Grafvision - Fotolia
How Amazon Transcribe opens the door for speech recognition
Amazon's audio transcription service, Transcribe, has caught developers' eyes for a number of reasons, but make sure its early limitations don't land you in trouble.
Amazon Transcribe provides speech-to-text transcription at scale, and like similar APIs from Microsoft, Google and IBM, the service allows developers to convert lengthy audio and video files into formatted text.
Developers can easily bake automated speech recognition from Amazon Transcribe into their workflows and output these files into other native or third-party services that run on the AWS platform. Transcribe supports common audio and video file formats, including WAV, MP3, FLAC and MP4, and it automatically adds time stamps for each word, along with inferred punctuation.
The service can also transcribe lesser quality audio files, including those from a telephone. The early version of Amazon Transcribe supports speech-to-text translation for English and Spanish, with more languages planned for the future.
The Transcribe API includes three calls: StartTranscriptionJob, ListTranscriptionJobs and GetTranscriptionJob. StartTranscriptionJob starts the process of audio or video file conversion into text. ListTranscriptionJobs returns a list of pending, completed and failed jobs. GetTranscriptionJob returns a link to a JSON file with time-coded text output.
Amazon Transcribe costs $0.0004 per second, billed in one-second increments. Developers can test the free tier, which includes up to 60 minutes per month.
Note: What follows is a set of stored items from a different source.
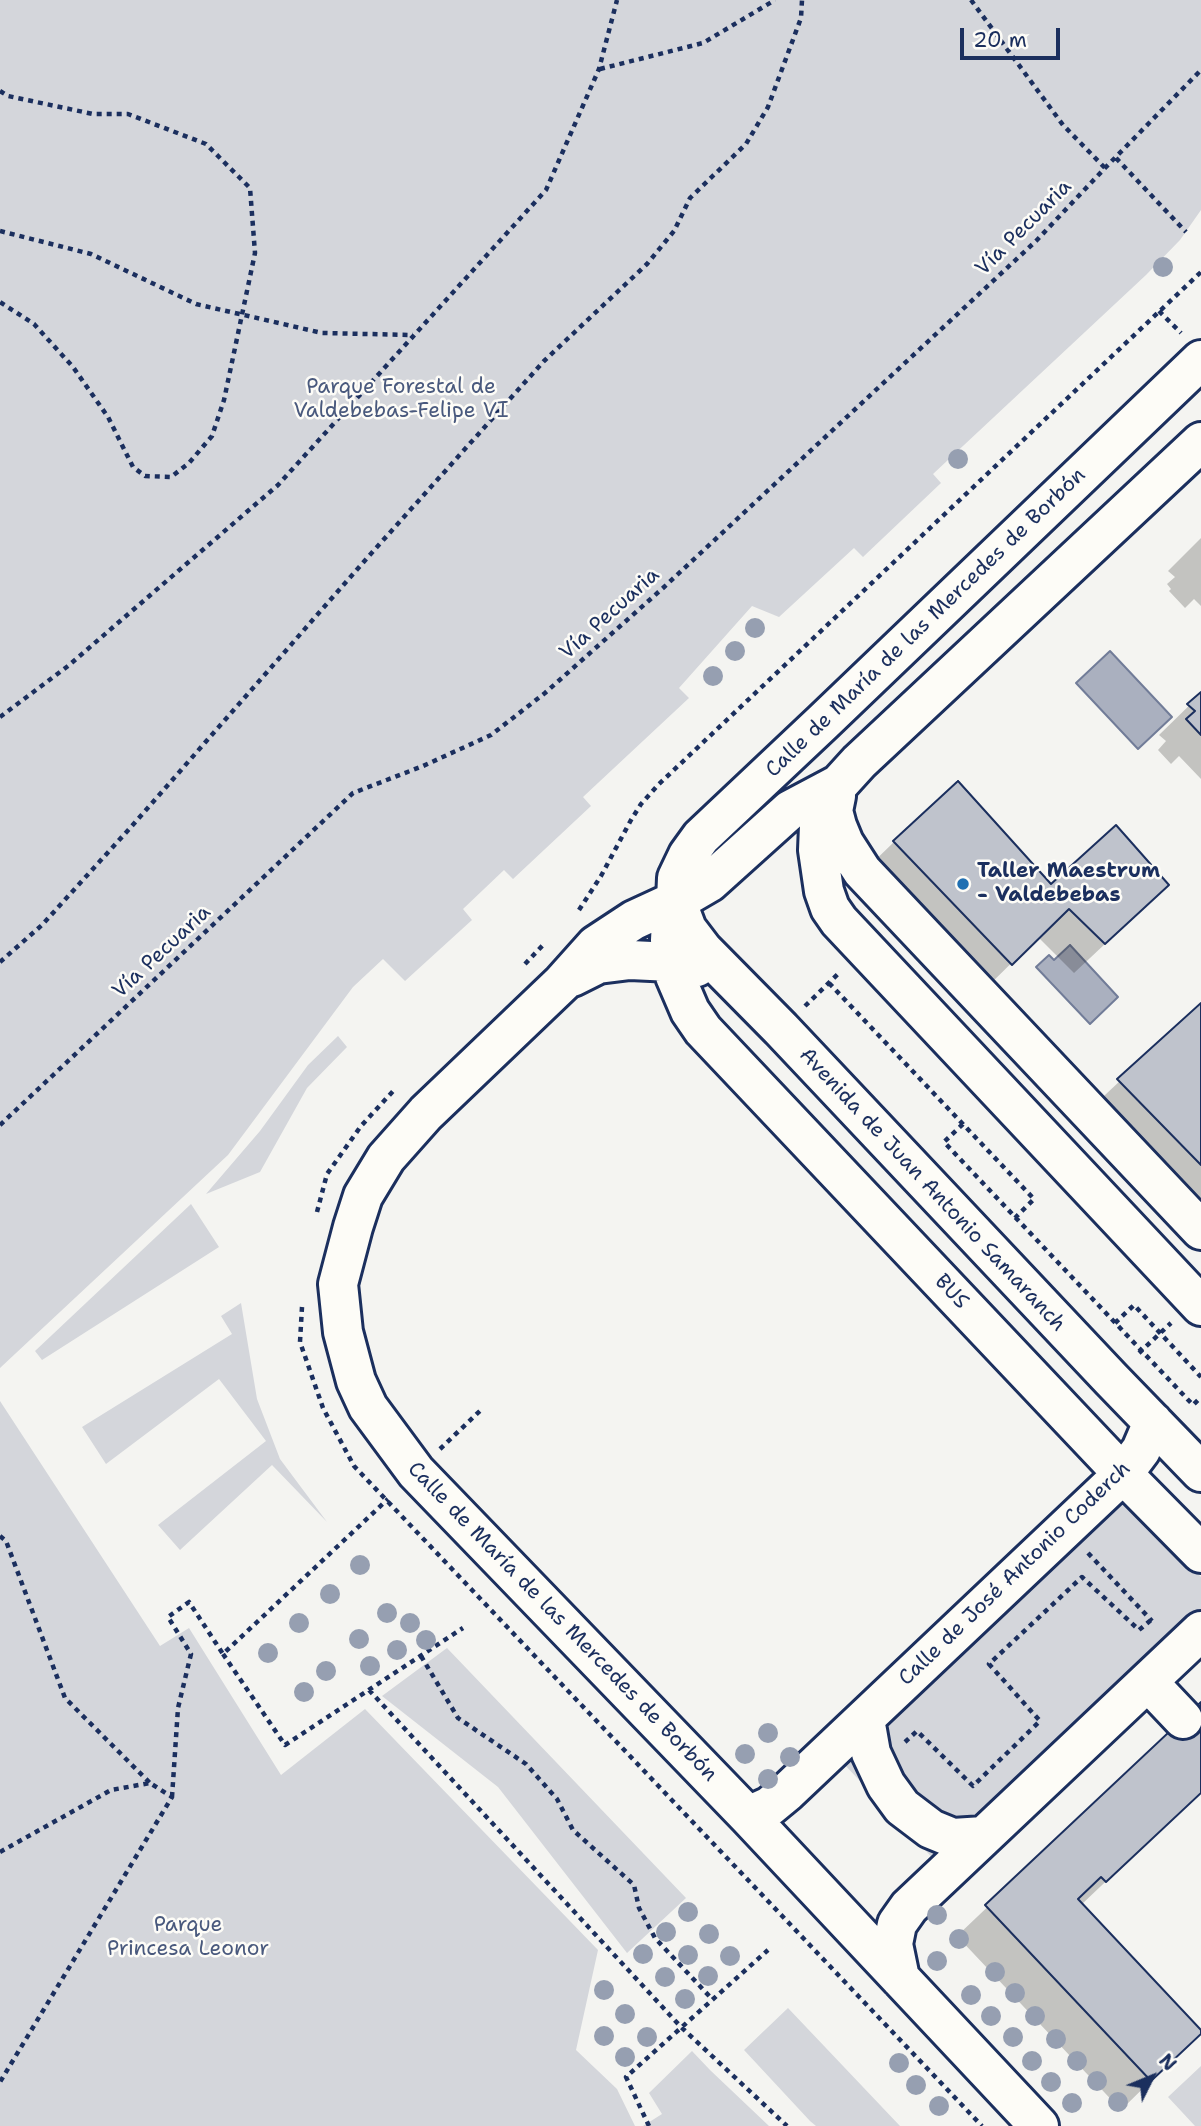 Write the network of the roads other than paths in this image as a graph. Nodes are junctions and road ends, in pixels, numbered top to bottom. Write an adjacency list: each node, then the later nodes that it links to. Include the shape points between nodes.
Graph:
1 (1193, 348): 4 (street, Calle de María de las Mercedes de Borbón, via 823,722 701,837 677,878)
2 (1201, 442): 3 (street, Calle de María de las Mercedes de Borbón)
3 (849, 773): 4 (street, Calle de María de las Mercedes de Borbón, via 790,810 710,882); 8 (street, via 834,811 844,843 862,871); 9 (street, via 823,810 820,826 818,850 830,908)
4 (676, 900): 5 (street, BUS, via 671,922); 6 (street, Avenida de Juan Antonio Samaranch, via 687,929); 7 (street, Calle de María de las Mercedes de Borbón, via 607,937)
5 (672, 962): 6 (street, via 703,968); 7 (street, via 613,961 583,970); 12 (street, BUS, via 682,996 703,1030)
6 (734, 982): 10 (street, Avenida de Juan Antonio Samaranch)
7 (562, 983): 18 (street, Calle de María de las Mercedes de Borbón, via 426,1113 386,1158 363,1196 338,1284 342,1332 369,1407 416,1472)
8 (1201, 1230)
9 (1187, 1313)
10 (1153, 1422): 11 (street, Avenida de Juan Antonio Samaranch); 12 (street, Calle de José Antonio Coderch, via 1141,1450)
11 (1201, 1472)
12 (1123, 1474): 13 (street, BUS); 17 (street, Calle de José Antonio Coderch)
13 (1201, 1553)
14 (1201, 1631): 15 (street)
15 (1148, 1682): 16 (street); 19 (street)
16 (1183, 1718)
17 (865, 1719): 18 (street, Calle de José Antonio Coderch, via 787,1793); 19 (street, via 871,1753 902,1807 931,1829 953,1838)
18 (748, 1816): 20 (street, Calle de María de las Mercedes de Borbón)
19 (984, 1836): 20 (street, via 897,1924 893,1944)
20 (900, 1978): 21 (street, Calle de María de las Mercedes de Borbón)
21 (1039, 2126) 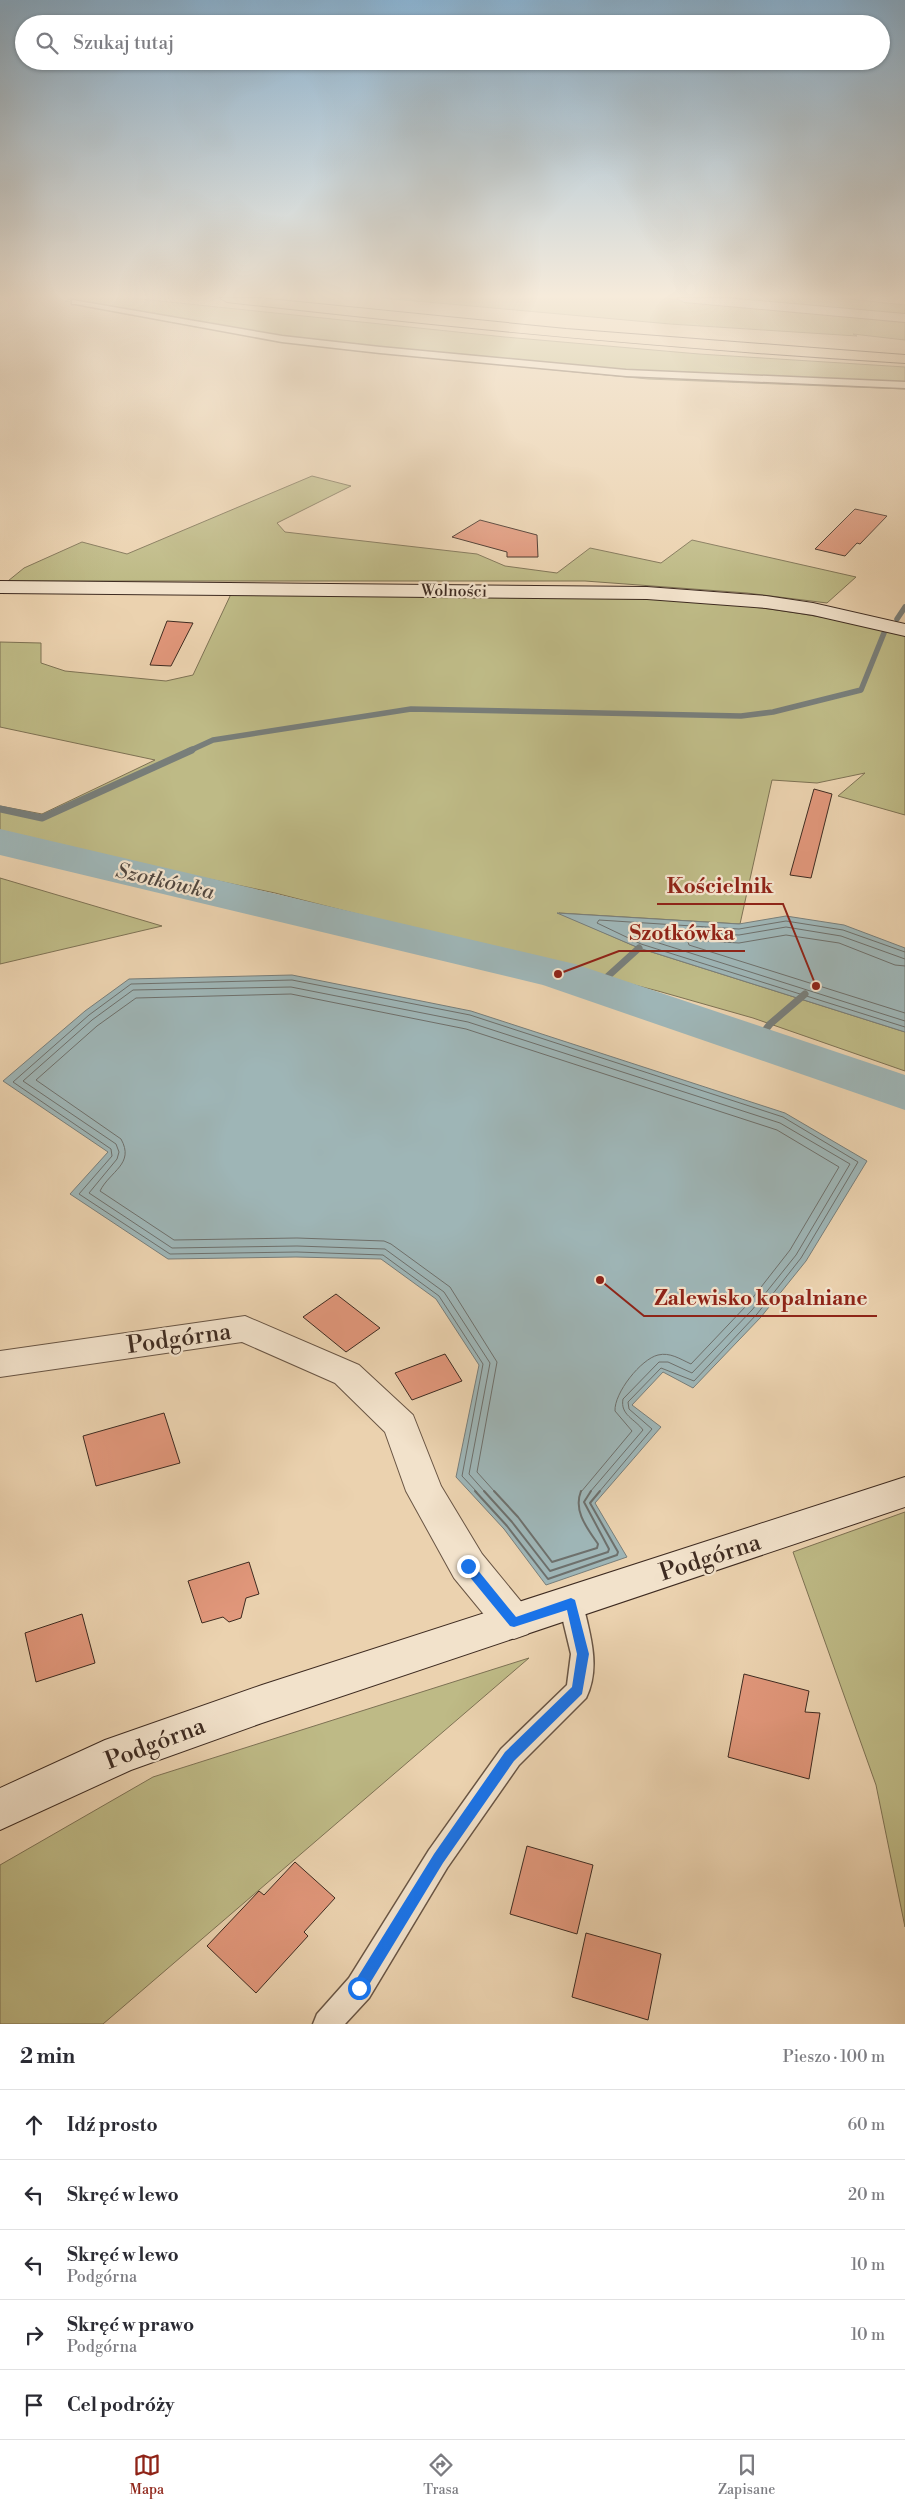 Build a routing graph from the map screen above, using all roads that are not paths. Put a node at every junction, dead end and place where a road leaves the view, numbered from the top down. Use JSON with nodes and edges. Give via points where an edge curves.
{"nodes":[{"id":1,"x":0,"y":587,"type":"edge"},
{"id":2,"x":905,"y":630,"type":"edge"},
{"id":3,"x":0,"y":1364,"type":"edge"},
{"id":4,"x":905,"y":1492,"type":"edge"},
{"id":5,"x":571,"y":1604,"type":"junction"},
{"id":6,"x":514,"y":1622,"type":"junction"},
{"id":7,"x":0,"y":1809,"type":"edge"},
{"id":8,"x":328,"y":2024,"type":"edge"}],
"edges":[{"from":1,"to":2,"type":"street","name":"Wolności","via":[[647,593],[766,602]]},
{"from":3,"to":6,"type":"street","name":"Podgórna","via":[[245,1329],[347,1374],[400,1425],[424,1491],[468,1566]]},
{"from":4,"to":5,"type":"street","name":"Podgórna"},
{"from":5,"to":6,"type":"street","name":"Podgórna"},
{"from":5,"to":8,"type":"lane","via":[[583,1654],[578,1690],[510,1756],[438,1859],[359,1988]]},
{"from":6,"to":7,"type":"street","name":"Podgórna","via":[[120,1754]]}]}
New voice use cases, possibilities
Amazon Transcribe is still in its infancy, so it's not likely to replace the accuracy of human transcriptionists in the immediate future. But the deep learning-based AI service will enable new enterprise application use cases around call center analytics, call logging, sentiment analysis, automated captioning, targeted advertising and improved audio and video searches.
Amazon plans to add features that enable developers to expand and customize the speech recognition vocabulary. These capabilities could improve ease of use with specialized vocabulary, such as notes taken by medical professionals or equipment repair instructions by technicians in the field.
The service will also add the ability to recognize different speakers in a call or recording. This feature would help developers distinguish between multiple voices on audio files, such as call agents and customers, or actors in a movie.
Amazon Transcribe could make it easier to track compliance in regulated industries, such as finance, which must record customer interactions or automatically record, transcribe and index meeting notes. Other services, like Amazon Comprehend, could integrate with Transcribe to automatically extract meaning and intent from conversations.
Transcribe's time stamps could also integrate with subtitle files associated with movies and TV shows to provide captions for the hearing impaired or with translation applications to generate foreign language subtitles. When coupled with the Amazon Polly text-to-speech engine, Transcribe could even help automatically generate audio in the target language.
In the long run, the core technology might also improve the Alexa conversational interface to enable long-form dictation of emails and office notes.
Proceed with caution
Amazon Transcribe seems like a good fit for workflow automation around predictive analytics and trend analysis. But most speech-to-text transcription engines only tend to get excellent results with high-quality microphones in quiet environments. Additionally, enterprises could face liability issues in use cases that apply to a person's health or safety, such as medical records or prescriptions; these applications will likely require humans to verify accuracy.
The Transcribe API will make it easier to integrate into these verification workflows. But it's important to note that Amazon currently offers Transcribe as an asynchronous API only, which means there are no guarantees of how long it will take to return results.
Good transcription also depends in part on providing feedback to the user, who might be mumbling. A real-time API that can provide immediate feedback and ease algorithm customization will return better results in safety-critical scenarios.